OKLAHOMA CITY — Saturday will mark a half-century since Neil Armstrong became the first human to walk on the moon. In the 50 years since, space missions have had an unlikely touchpoint right here in Oklahoma—at the Oklahoma Medical Research Foundation.

In 1978, Shannon Lucid, Ph.D., then working as a post-doctoral researcher at OMRF, was selected as part of the first class of female astronauts in NASA’s space shuttle program. Her time at OMRF, where she’d studied how chemicals cause cancerous changes in cells, had not prepared her for the media onslaught that followed the announcement.

Local and international news outlets, including crews from Time, Life and People magazines, came to OMRF to interview Lucid. She even appeared on the CBS Evening News with Walter Cronkite.

Despite Lucid’s newfound fame, she remained “very down to earth,” said Don Gibson, who worked in the lab with Lucid during the six-plus years she was at OMRF. She spent several months wrapping up her scientific projects at the foundation, determined not to leave any loose ends for her colleagues.

It took seven years of training, but in 1985, Lucid became the sixth American woman to reach space. And as a mission specialist aboard three different space shuttles, she put her scientific training to use.

She conducted a project on the growth of ice crystals and studied the effects of space on wild wheat. She observed quail embryos and, in a nod to her days at OMRF, even did a project with lab rats.

“On the Columbia, we had 48 rats to tend, and I worked with them every day,” Lucid told OMRF’s Findings magazine in 2016. “No one else on the mission had ever done that sort of thing, so I was a natural for that task.”

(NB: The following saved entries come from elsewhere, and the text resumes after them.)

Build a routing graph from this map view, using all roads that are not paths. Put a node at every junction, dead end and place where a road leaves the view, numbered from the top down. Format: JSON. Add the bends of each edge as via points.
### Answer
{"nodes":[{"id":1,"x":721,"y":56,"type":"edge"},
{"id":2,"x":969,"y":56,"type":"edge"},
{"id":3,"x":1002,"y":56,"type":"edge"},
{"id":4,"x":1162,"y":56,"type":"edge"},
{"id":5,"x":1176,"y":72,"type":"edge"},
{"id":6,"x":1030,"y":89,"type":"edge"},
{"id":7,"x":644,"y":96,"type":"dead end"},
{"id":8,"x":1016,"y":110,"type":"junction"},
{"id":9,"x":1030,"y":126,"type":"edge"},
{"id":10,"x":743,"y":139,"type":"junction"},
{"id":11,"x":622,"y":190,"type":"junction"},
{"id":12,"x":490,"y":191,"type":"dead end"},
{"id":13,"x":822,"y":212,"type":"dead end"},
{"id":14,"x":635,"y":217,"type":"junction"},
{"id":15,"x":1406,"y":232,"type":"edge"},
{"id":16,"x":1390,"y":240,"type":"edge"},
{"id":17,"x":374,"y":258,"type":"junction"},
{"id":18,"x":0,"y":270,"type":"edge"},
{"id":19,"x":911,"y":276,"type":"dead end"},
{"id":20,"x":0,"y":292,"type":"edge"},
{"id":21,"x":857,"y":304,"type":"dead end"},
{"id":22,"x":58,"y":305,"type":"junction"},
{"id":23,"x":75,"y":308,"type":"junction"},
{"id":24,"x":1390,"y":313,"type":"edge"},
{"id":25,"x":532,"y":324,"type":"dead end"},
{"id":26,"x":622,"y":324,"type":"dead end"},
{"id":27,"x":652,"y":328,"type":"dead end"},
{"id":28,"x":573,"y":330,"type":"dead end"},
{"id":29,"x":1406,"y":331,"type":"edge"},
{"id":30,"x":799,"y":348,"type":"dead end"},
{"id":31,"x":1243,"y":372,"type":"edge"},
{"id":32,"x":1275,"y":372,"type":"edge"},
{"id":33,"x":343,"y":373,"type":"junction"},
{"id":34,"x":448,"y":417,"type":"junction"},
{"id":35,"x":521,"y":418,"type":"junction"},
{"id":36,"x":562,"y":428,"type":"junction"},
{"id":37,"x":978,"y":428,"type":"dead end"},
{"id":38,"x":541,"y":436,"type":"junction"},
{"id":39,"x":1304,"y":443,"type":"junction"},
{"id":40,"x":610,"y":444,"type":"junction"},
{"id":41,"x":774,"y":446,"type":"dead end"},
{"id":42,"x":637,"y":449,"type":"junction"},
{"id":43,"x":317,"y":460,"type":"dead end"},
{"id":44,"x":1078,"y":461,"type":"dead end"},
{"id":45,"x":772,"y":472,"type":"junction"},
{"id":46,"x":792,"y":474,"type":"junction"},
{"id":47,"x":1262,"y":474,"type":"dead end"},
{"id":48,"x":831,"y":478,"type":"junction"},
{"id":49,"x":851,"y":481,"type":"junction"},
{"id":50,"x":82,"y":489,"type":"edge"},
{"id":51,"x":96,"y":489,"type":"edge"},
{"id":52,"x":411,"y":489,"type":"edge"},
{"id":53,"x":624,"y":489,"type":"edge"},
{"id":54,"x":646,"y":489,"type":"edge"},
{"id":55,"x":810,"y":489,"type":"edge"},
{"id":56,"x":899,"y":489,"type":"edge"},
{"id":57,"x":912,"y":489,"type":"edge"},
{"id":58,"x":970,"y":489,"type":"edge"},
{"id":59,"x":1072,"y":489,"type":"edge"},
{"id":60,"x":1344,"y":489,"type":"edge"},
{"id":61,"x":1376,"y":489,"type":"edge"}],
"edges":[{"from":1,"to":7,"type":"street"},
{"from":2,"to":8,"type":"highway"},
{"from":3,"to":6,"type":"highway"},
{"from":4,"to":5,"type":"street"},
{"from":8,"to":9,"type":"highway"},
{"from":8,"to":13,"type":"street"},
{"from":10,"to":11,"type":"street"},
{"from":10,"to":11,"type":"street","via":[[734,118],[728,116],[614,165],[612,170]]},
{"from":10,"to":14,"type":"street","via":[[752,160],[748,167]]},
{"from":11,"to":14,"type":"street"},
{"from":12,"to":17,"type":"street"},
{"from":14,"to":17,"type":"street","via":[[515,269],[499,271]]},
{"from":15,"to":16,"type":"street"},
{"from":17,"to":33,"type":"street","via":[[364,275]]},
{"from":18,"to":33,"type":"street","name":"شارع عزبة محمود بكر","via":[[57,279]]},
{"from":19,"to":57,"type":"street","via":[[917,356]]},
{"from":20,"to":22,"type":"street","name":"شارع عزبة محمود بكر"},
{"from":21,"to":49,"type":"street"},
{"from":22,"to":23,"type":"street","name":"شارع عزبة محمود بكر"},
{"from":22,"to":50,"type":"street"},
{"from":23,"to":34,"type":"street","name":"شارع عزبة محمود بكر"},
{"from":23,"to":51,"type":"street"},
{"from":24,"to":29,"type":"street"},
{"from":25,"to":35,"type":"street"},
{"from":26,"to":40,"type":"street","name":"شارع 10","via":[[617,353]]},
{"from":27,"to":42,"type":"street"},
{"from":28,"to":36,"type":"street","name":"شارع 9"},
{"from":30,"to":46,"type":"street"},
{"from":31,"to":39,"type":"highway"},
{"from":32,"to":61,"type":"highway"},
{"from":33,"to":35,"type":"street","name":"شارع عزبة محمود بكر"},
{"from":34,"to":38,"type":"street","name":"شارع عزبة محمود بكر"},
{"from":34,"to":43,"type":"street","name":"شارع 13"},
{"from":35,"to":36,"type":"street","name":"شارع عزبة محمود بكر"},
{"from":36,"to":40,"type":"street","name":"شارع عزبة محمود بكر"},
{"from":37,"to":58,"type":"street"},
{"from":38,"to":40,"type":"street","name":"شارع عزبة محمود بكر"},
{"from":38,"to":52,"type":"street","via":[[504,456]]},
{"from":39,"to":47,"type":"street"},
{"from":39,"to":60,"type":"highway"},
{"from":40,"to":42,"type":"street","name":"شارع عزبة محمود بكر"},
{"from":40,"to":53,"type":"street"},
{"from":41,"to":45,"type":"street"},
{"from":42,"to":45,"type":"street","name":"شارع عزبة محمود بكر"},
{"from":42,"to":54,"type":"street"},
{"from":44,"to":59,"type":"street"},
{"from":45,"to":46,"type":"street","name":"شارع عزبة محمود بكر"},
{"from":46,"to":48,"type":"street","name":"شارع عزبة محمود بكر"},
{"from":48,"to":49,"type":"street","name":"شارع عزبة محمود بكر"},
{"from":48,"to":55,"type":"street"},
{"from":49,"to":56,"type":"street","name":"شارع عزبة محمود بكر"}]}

While NASA’s research has focused on what transpires far above the earth’s surface, many of the projects on space flights also aim to change things right here on our planet. That was the case with a pair of experiments that OMRF’s Allen Edmundson, Ph.D., sent into space in 2003 aboard the shuttle Columbia.

The experiments involved taking cells from cancer patients in their natural, liquid form and transforming them into solid crystals. Once the cells had been crystallized, which happens more readily in the gravity-free atmosphere of space than under earthbound conditions, Edmundson planned to bombard them with radiation to study their structure. He hoped that unmasking the cells’ structure might lead to new cancer treatments.

However, after 16 days in space, the Columbia disintegrated upon re-entry to the earth’s atmosphere. All seven astronauts on the shuttle died.

When Edmundson later viewed photos of shuttle debris found near Nacogdoches, Texas, he was stunned. There, amidst the wreckage, was a small, aluminum container that had held his experiments.

“I couldn’t believe that our little box could have survived a fall from 200,000 feet,” he said. Still, his experiments did not.

The Columbia tragedy put a temporary halt to human space flight, but those missions eventually resumed. This past March, Vice President Mike Pence announced that NASA was aiming for a new generation of Americans to reprise Armstrong’s lunar landing by 2024.

“We still have so much to learn from space,” said OMRF President Stephen Prescott, M.D. “Judging from history, I feel confident that Oklahoma scientists will continue to contribute to this process of exploration and discovery.”